TASK BRIEF: Your result should be the lines holding the word "with", copied from the entries below.

Start of INPUT FOR THIS TASK

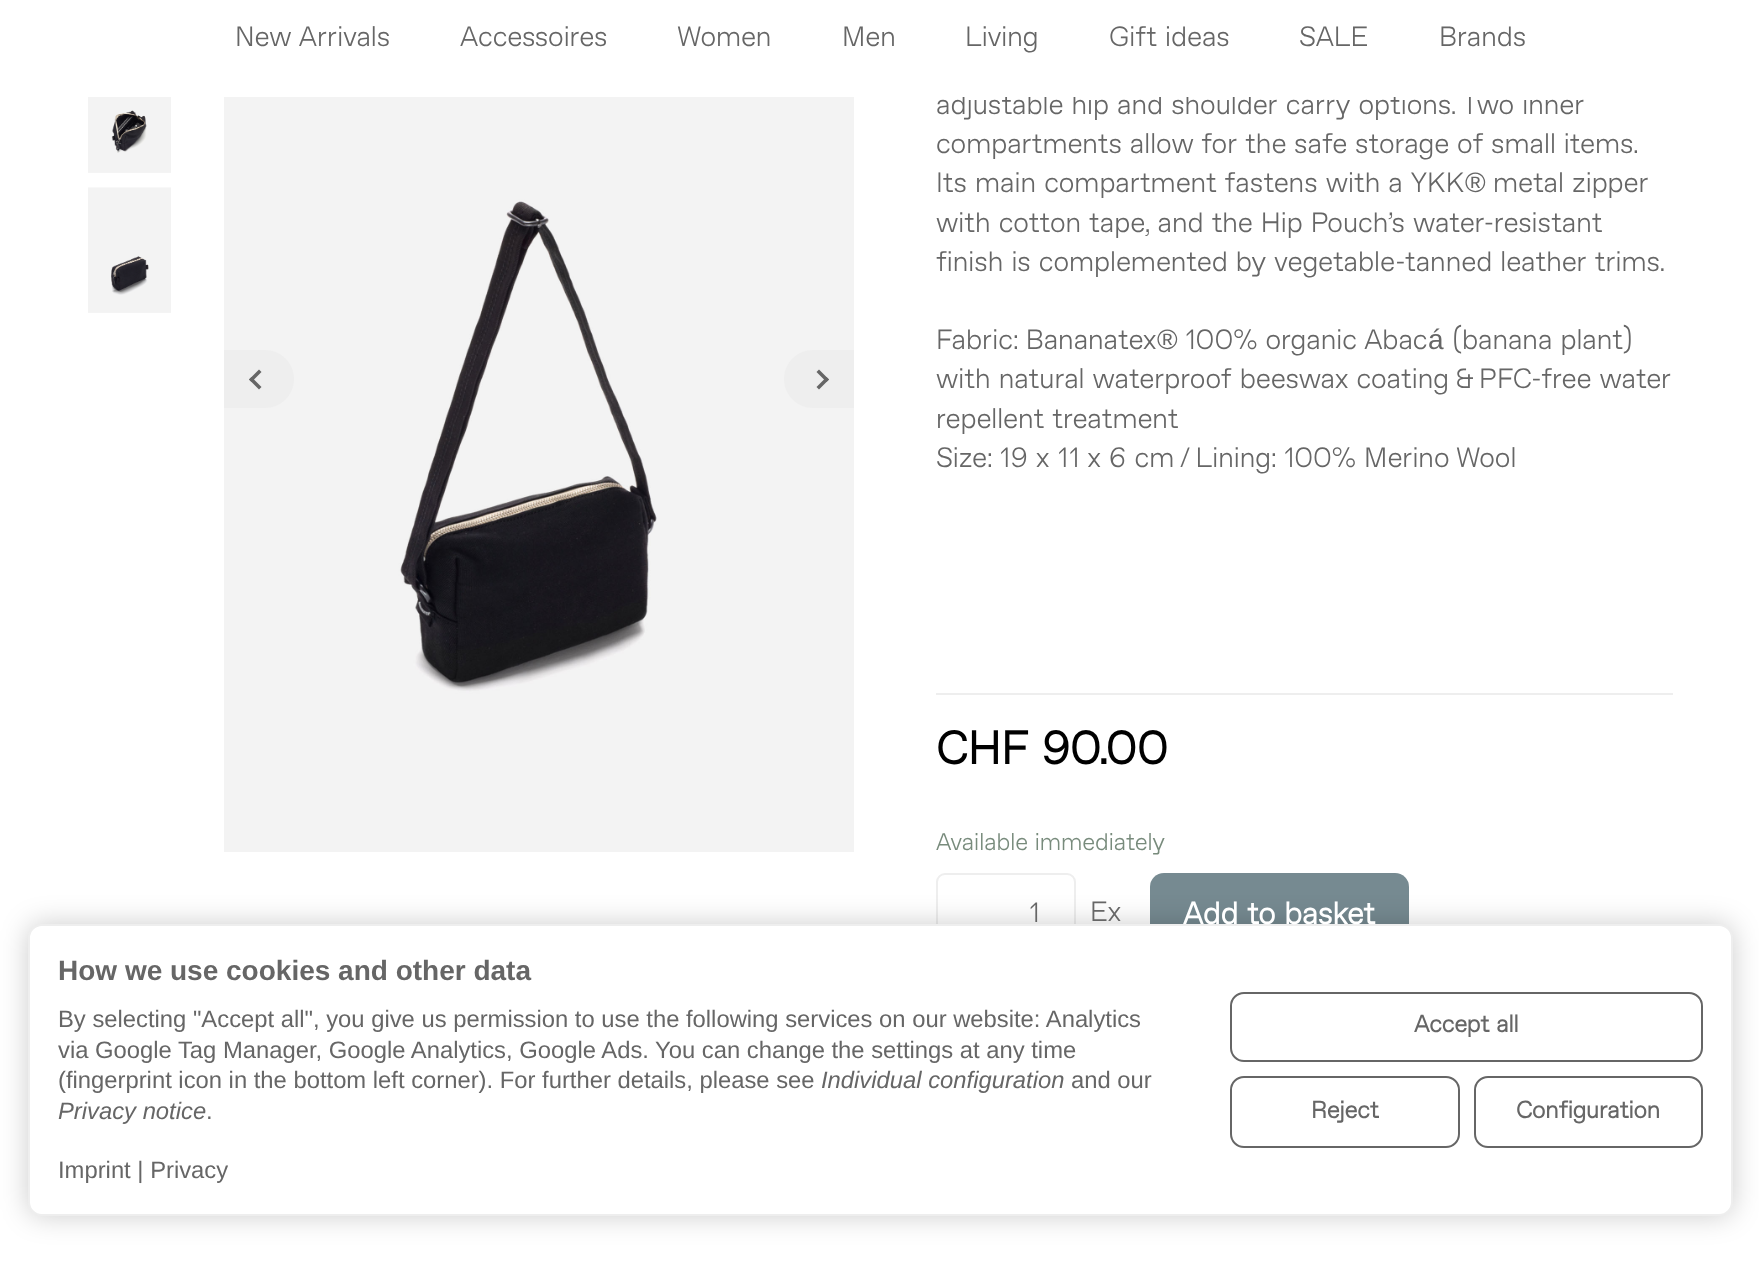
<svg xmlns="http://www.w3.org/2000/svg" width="1759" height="1271">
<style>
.a{font:300 28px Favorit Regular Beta;fill:#666}
.b{font:28px Liberation Sans;fill:#666}
.c{font:bold 46.25px Favorit Regular Beta;fill:#000}
.d{font:300 23.8px Favorit Regular Beta;fill:#788b7c}
.e{font:bold 30.75px Favorit Regular Beta;fill:#fff}
.f{font:bold 28px Liberation Sans;fill:#666}
.g{font:23.8px Liberation Sans;fill:#666}
.h{font:italic 23.8px Liberation Sans;fill:#666}
.i{font:bold 23.8px Favorit Regular Beta;fill:#666}
</style>
<rect width="100%" height="100%" fill="#fff"/>
<image href="1.png" x="88" y="97" width="83" height="76"/>
<image href="2.png" x="88" y="187" width="83" height="126"/>
<image href="3.png" x="224" y="97" width="630" height="755"/>
<path fill="#eee" d="M224 350h41c16 0 29 13 29 29c0 16-13 29-29 29h-41z"/>
<path fill="#666" d="M261.5 387l-2.5 2.5l-10-10l2.5-2.5z"/>
<path fill="#666" d="M261.5 372l-10 10l-2.5-2.5l10-10z"/>
<path fill="#eee" d="M813 350h41v58h-41c-16 0-29-13-29-29c0-16 13-29 29-29z"/>
<path fill="#666" d="M816.5 372l2.5-2.5l10 10l-2.5 2.5z"/>
<path fill="#666" d="M816.5 387l10-10l2.5 2.5l-10 10z"/>
<path fill="#eee" d="M936 693h737v2H936z"/>
<rect fill="none" stroke="#eee" stroke-width="2" x="937" y="874" width="138" height="84" rx="8"/>
<rect fill="#768a91" x="1150" y="873" width="259" height="86" rx="14"/>
<rect fill="#00000033" filter="blur(14px)" x="28" y="924" width="1705" height="292" rx="14"/>
<rect fill="#fff" stroke="#eee" stroke-width="2" x="29" y="925" width="1703" height="290" rx="13"/>
<rect fill="none" stroke="#666" stroke-width="2" x="1231" y="993" width="471" height="68" rx="13"/>
<rect fill="none" stroke="#666" stroke-width="2" x="1231" y="1077" width="228" height="70" rx="13"/>
<rect fill="none" stroke="#666" stroke-width="2" x="1475" y="1077" width="227" height="70" rx="13"/>
<text class="a" x="235" y="46">New Arrivals</text>
<text class="a" x="460" y="46">Accessoires</text>
<text class="a" x="677" y="46">Women</text>
<text class="a" x="842" y="46">Men</text>
<text class="a" x="965" y="46">Living</text>
<text class="a" x="1109" y="46">Gift ideas</text>
<text class="a" x="1299" y="46">SALE</text>
<text class="a" x="1439" y="46">Brands</text>
<text class="a" x="936" y="114">adjustable hip and shoulder carry options. Two inner</text>
<path fill="#fff" d="M962 94h565v3H962z"/>
<text class="a" x="936" y="153" word-spacing="-0.25">compartments allow for the safe storage of small items.</text>
<text class="a" x="936" y="192">Its main compartment fastens with a YKK</text>
<text class="b" x="1465" y="192">®</text>
<text class="a" x="1493" y="192">metal zipper</text>
<text class="a" x="936" y="232">with cotton tape, and the Hip Pouch’s water-resistant</text>
<text class="a" x="936" y="271">finish is complemented by vegetable-tanned leather trims.</text>
<text class="a" x="936" y="349">Fabric: Bananatex</text>
<text class="b" x="1157" y="349">®</text>
<text class="a" x="1185" y="349">100% organic Abac</text>
<text class="b" x="1428" y="349">á</text>
<text class="a" x="1452" y="349">(banana plant)</text>
<text class="a" x="936" y="388">with natural waterproof beeswax coating &amp; PFC-free water</text>
<text class="a" x="936" y="428">repellent treatment</text>
<text class="a" x="936" y="467">Size: 19 x 11 x 6 cm / Lining: 100% Merino Wool</text>
<text class="c" x="936" y="764">CHF 90.00</text>
<text class="d" x="936" y="850">Available immediately</text>
<text class="a" x="1029" y="922">1</text>
<text class="a" x="1090" y="921">Ex</text>
<text class="e" x="1183" y="924">Add to basket</text>
<text class="f" x="58" y="980">How we use cookies and other data</text>
<text class="g" x="58" y="1027">By selecting "Accept all", you give us permission to use the following services on our website: Analytics</text>
<text class="g" x="58" y="1058">via Google Tag Manager, Google Analytics, Google Ads. You can change the settings at any time</text>
<text class="g" x="58" y="1088">(fingerprint icon in the bottom left corner). For further details, please see</text>
<text class="h" x="821" y="1088">Individual configuration</text>
<text class="g" x="1071" y="1088">and our</text>
<text class="h" x="58" y="1119">Privacy notice</text>
<text class="g" x="206" y="1119">.</text>
<text class="g" x="58" y="1178">Imprint | Privacy</text>
<text class="i" x="1414" y="1032">Accept all</text>
<text class="i" x="1311" y="1118">Reject</text>
<text class="i" x="1516" y="1118">Configuration</text>
</svg>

End of INPUT FOR THIS TASK

PROBLEM SOLUTION:
<text class="a" x="936" y="192">Its main compartment fastens with a YKK</text>
<text class="a" x="936" y="232">with cotton tape, and the Hip Pouch’s water-resistant</text>
<text class="a" x="936" y="388">with natural waterproof beeswax coating &amp; PFC-free water</text>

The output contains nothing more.